In questo contesto così fluido, si apre una sfida e un’opportunità anche per tutti i millemila piccoli produttori di occhiali che si approcciano al mercato con linee indipendenti o “alternative”. Un esercito composto designer visionari, artigiani, innovatori tecnologici, sperimentatori, uomini di business di altri mercati, importatori di articoli più o meno presentabili da altri mercati.

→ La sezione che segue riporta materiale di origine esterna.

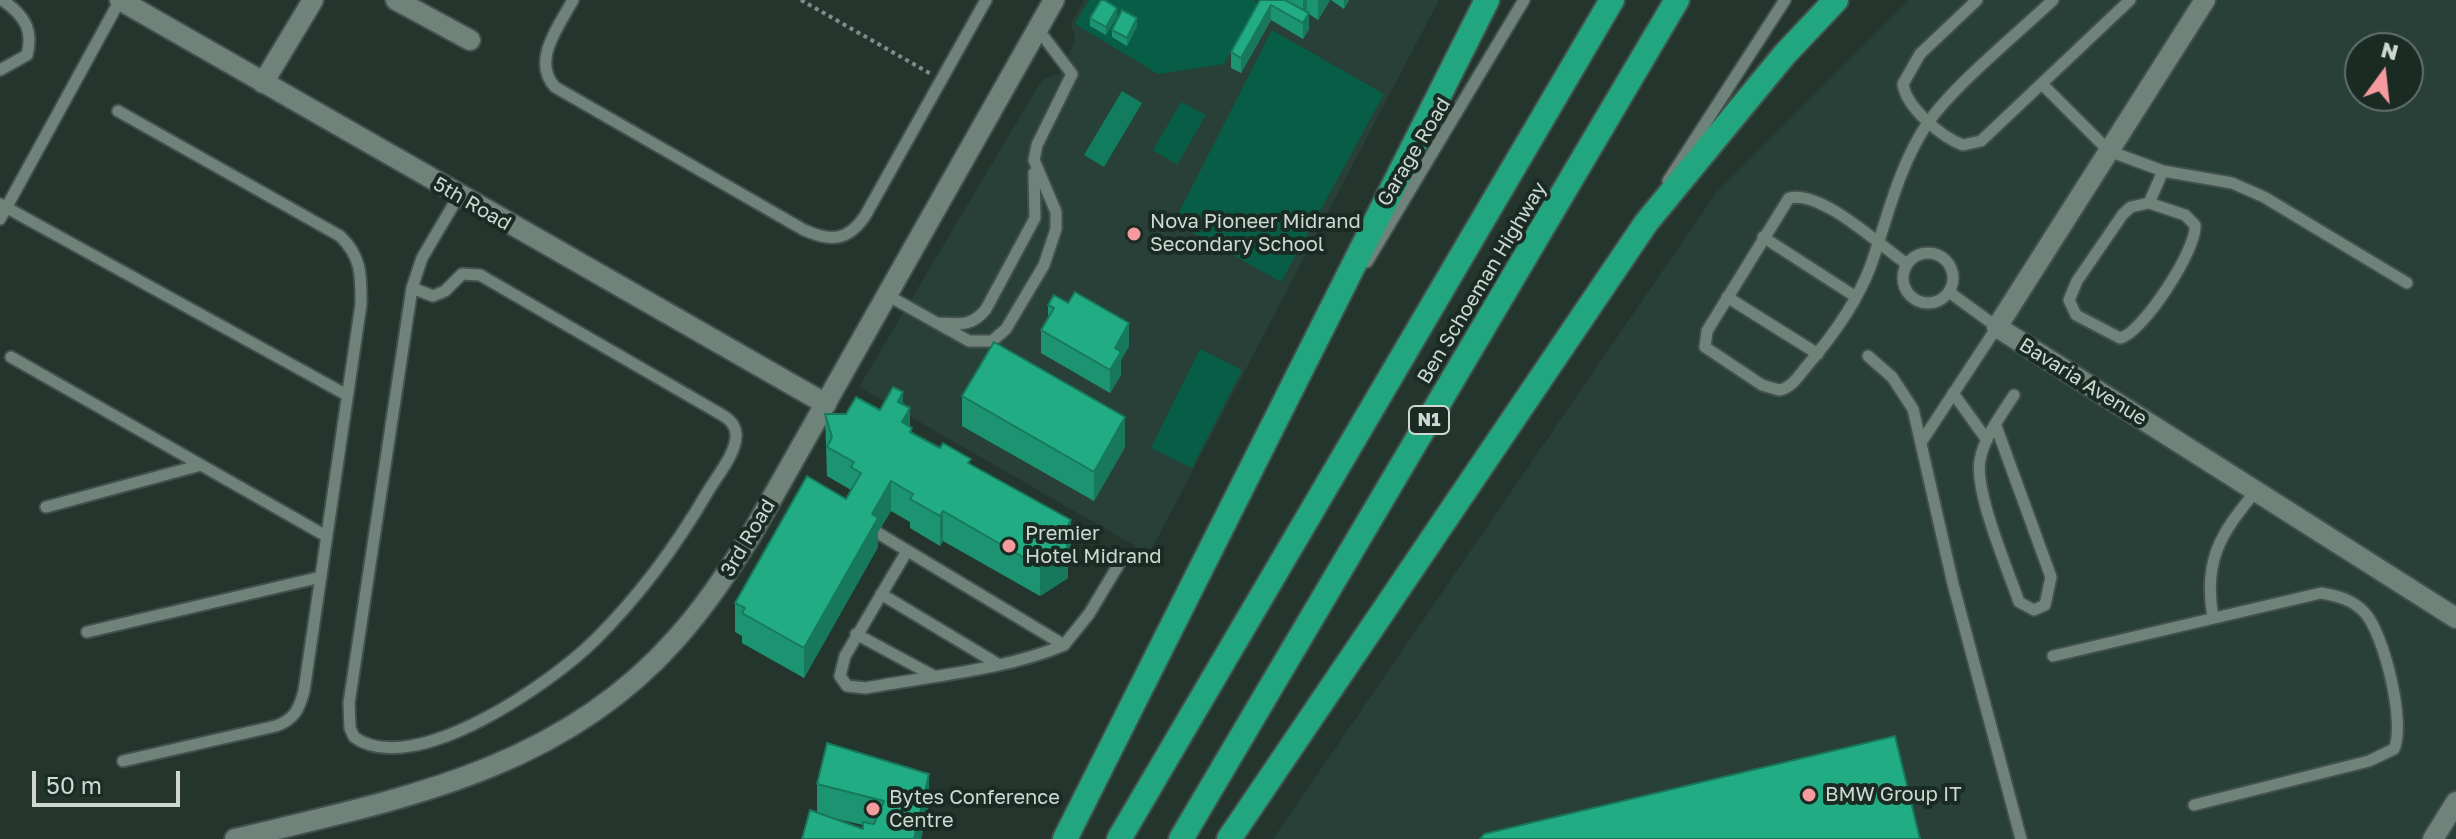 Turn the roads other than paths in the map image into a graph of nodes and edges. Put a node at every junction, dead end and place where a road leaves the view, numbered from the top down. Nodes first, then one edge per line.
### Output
1 (2, 0) edge
2 (120, 0) edge
3 (313, 0) edge
4 (396, 0) edge
5 (573, 0) edge
6 (986, 0) edge
7 (1054, 0) edge
8 (1487, 0) edge
9 (1524, 0) edge
10 (1612, 0) edge
11 (1677, 0) edge
12 (1785, 0) edge
13 (1836, 0) edge
14 (1977, 0) edge
15 (2053, 0) edge
16 (2130, 0) edge
17 (2205, 0) edge
18 (1037, 28) junction
19 (470, 40) dead end
20 (0, 70) edge
21 (263, 83) junction
22 (2043, 85) junction
23 (118, 111) dead end
24 (1929, 121) junction
25 (2109, 151) junction
26 (1034, 160) junction
27 (2163, 171) junction
28 (458, 197) junction
29 (2149, 203) junction
30 (4, 205) edge
31 (0, 219) edge
32 (1646, 223) junction
33 (1763, 237) junction
34 (1878, 244) junction
35 (1907, 264) junction
36 (2407, 283) dead end
37 (412, 288) junction
38 (1949, 292) junction
39 (887, 295) junction
40 (1727, 297) junction
41 (1856, 297) junction
42 (1328, 318) junction
43 (935, 322) junction
44 (1997, 327) junction
45 (1818, 354) junction
46 (1868, 356) dead end
47 (11, 357) dead end
48 (1953, 393) junction
49 (345, 394) junction
50 (2014, 395) dead end
51 (826, 404) junction
52 (1996, 426) junction
53 (1987, 440) junction
54 (1922, 441) junction
55 (201, 465) junction
56 (2256, 491) junction
57 (46, 507) dead end
58 (878, 533) edge
59 (326, 536) junction
60 (907, 551) junction
61 (1119, 564) dead end
62 (321, 577) junction
63 (881, 594) junction
64 (2213, 618) junction
65 (2456, 618) edge
66 (87, 632) dead end
67 (856, 634) junction
68 (1064, 645) junction
69 (2053, 656) dead end
70 (996, 663) junction
71 (932, 675) junction
72 (123, 761) dead end
73 (2456, 802) edge
74 (2194, 805) dead end
75 (235, 839) edge
76 (1065, 839) edge
77 (1119, 839) edge
78 (1181, 839) edge
79 (1229, 839) edge
80 (2021, 839) edge
81 (2433, 839) edge

1 - 20 lane
2 - 21 street, 5th Road
2 - 30 lane
3 - 21 street
4 - 19 street
5 - 6 lane
7 - 18 street, 3rd Road
8 - 42 highway
9 - 42 lane, Garage Road
10 - 77 highway, Ben Schoeman Highway
11 - 78 highway, Ben Schoeman Highway / N1
12 - 32 lane
13 - 32 highway
14 - 24 lane
15 - 24 lane
16 - 22 lane
17 - 25 street, Bavaria Avenue
18 - 26 lane
18 - 39 street, 3rd Road
21 - 28 street, 5th Road
22 - 24 lane
22 - 25 lane
23 - 49 lane
24 - 34 lane
25 - 27 lane
25 - 44 street, Bavaria Avenue
26 - 43 lane
26 - 43 lane
27 - 29 lane
27 - 36 lane
28 - 37 lane
28 - 51 street, 5th Road
29 - 29 lane
30 - 31 lane
30 - 49 lane
32 - 79 highway
33 - 34 lane
33 - 40 lane
33 - 41 lane
34 - 35 lane
34 - 41 lane
35 - 38 lane
35 - 38 lane
37 - 37 lane
38 - 44 lane
39 - 43 lane
39 - 51 street, 3rd Road
40 - 45 lane
40 - 45 lane
41 - 45 lane
42 - 76 highway
44 - 48 lane
44 - 56 street, Bavaria Avenue
46 - 54 lane
47 - 55 lane
48 - 53 lane
48 - 54 lane
49 - 59 lane
50 - 52 lane
51 - 75 street, 3rd Road
52 - 53 lane
52 - 53 lane
54 - 80 lane
55 - 57 lane
55 - 59 lane
56 - 64 lane
56 - 65 street, Bavaria Avenue
58 - 60 lane
59 - 62 lane
60 - 63 lane
60 - 68 lane
61 - 68 lane
62 - 66 lane
62 - 72 lane
63 - 67 lane
63 - 70 lane
64 - 69 lane
64 - 74 lane
67 - 71 lane
67 - 71 lane
68 - 70 lane
70 - 71 lane
73 - 81 street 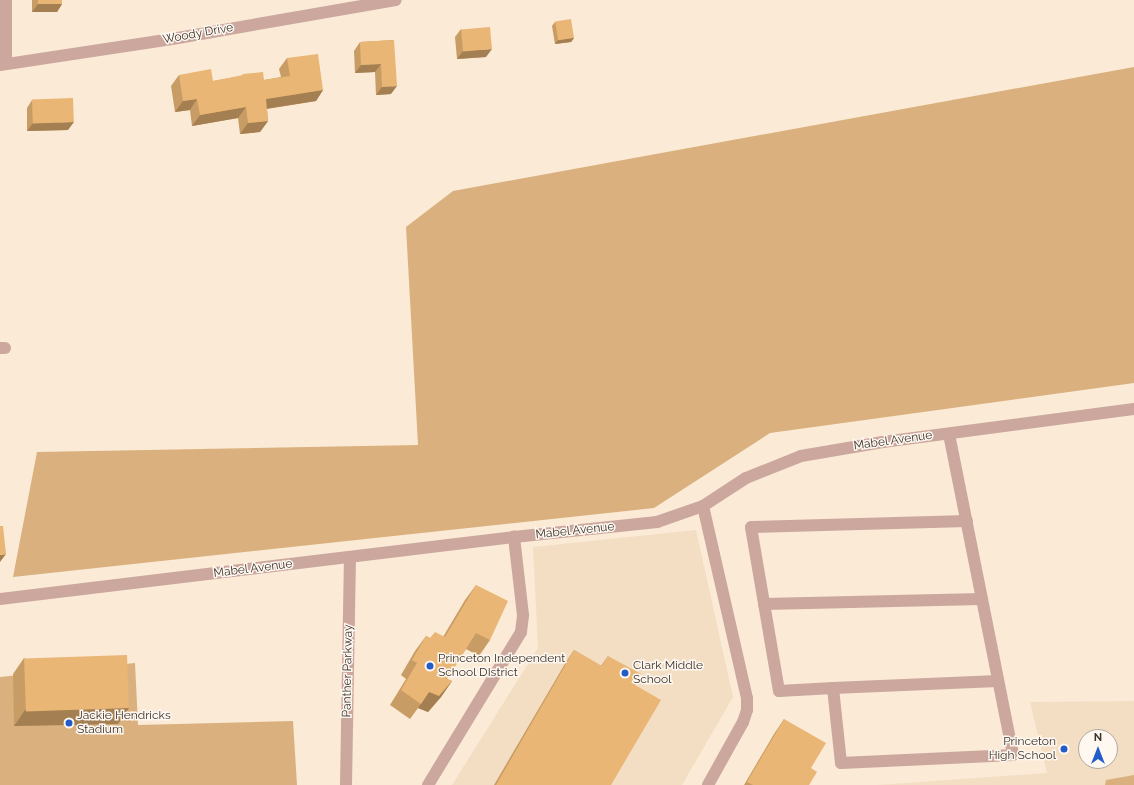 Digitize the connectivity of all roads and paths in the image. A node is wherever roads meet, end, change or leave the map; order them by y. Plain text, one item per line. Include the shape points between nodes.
1 (6, 0) edge
2 (396, 0) edge
3 (3, 64) edge
4 (1134, 409) edge
5 (949, 434) junction
6 (703, 506) junction
7 (967, 522) junction
8 (514, 537) junction
9 (350, 557) junction
10 (0, 599) edge
11 (982, 599) junction
12 (764, 604) junction
13 (998, 681) junction
14 (833, 688) junction
15 (346, 785) edge
16 (428, 785) edge
17 (708, 785) edge

1 - 3 street
2 - 3 street, Woody Drive via 172,39
4 - 5 street, Mabel Avenue
5 - 6 street, Mabel Avenue via 801,456 746,478
5 - 7 street
6 - 8 street, Mabel Avenue via 657,522
6 - 17 street via 747,698 743,722
7 - 11 street
7 - 12 street via 751,527
8 - 9 street, Mabel Avenue
8 - 16 street via 523,615 521,632
9 - 10 street, Mabel Avenue
9 - 15 street, Panther Parkway
11 - 12 street
11 - 13 street
12 - 14 street via 779,691
13 - 14 street
13 - 14 street via 1013,755 841,763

Un comparto che opera (nel bene e nel male) agli antipodi del gigante, in cui troppo spesso ancora si abbinano a ottime idee a superficialità imprenditoriale o, al contrario, aggressività commerciale a scarsa competenza di prodotto… in entrambi i casi con una endemica poca conoscenza delle specificità del mercato finale.

Qui la difficoltà più grossa è trovare vie non convenzionali per far incontrare la domanda e l’offerta ma è da qui che i nostri futuri ottici carismatici devono attingere per costruire le proprie unicità.

In conclusione: la strada c’è, ma è in salita

Si va configurando un mercato in cui il segmento medio e commerciale sarà gestito dalle major che tenderanno a far diventare l’occhiale sempre più un prodotto di consumo e a slegarlo dalle dinamiche professionali di personalizzazione: questo renderà “inutile” tutto il retail indifferenziato e debole che non apporta valore specifico al percorso del cliente. Nel contempo si creerà uno spazio per chi saprà porsi in modo differente (davvero, non solo a parole) e sfruttare il valore aggiunto della relazione personale. Per questo che insisto sul concetto di carisma, e sulla competenza: giocando tra cultura, capacità relazionale, optometria, conoscenza tecnica del prodotto, capacità di selezionare prodotti originali che si distinguano e si adattino a specifiche esigenze di look e d’uso delle proprie “nicchie”.

Una strada che potranno percorrere solo i campioni e che dovrà inevitabilmente vedere una sinergia di filiera tra retail indipendente e piccola industria.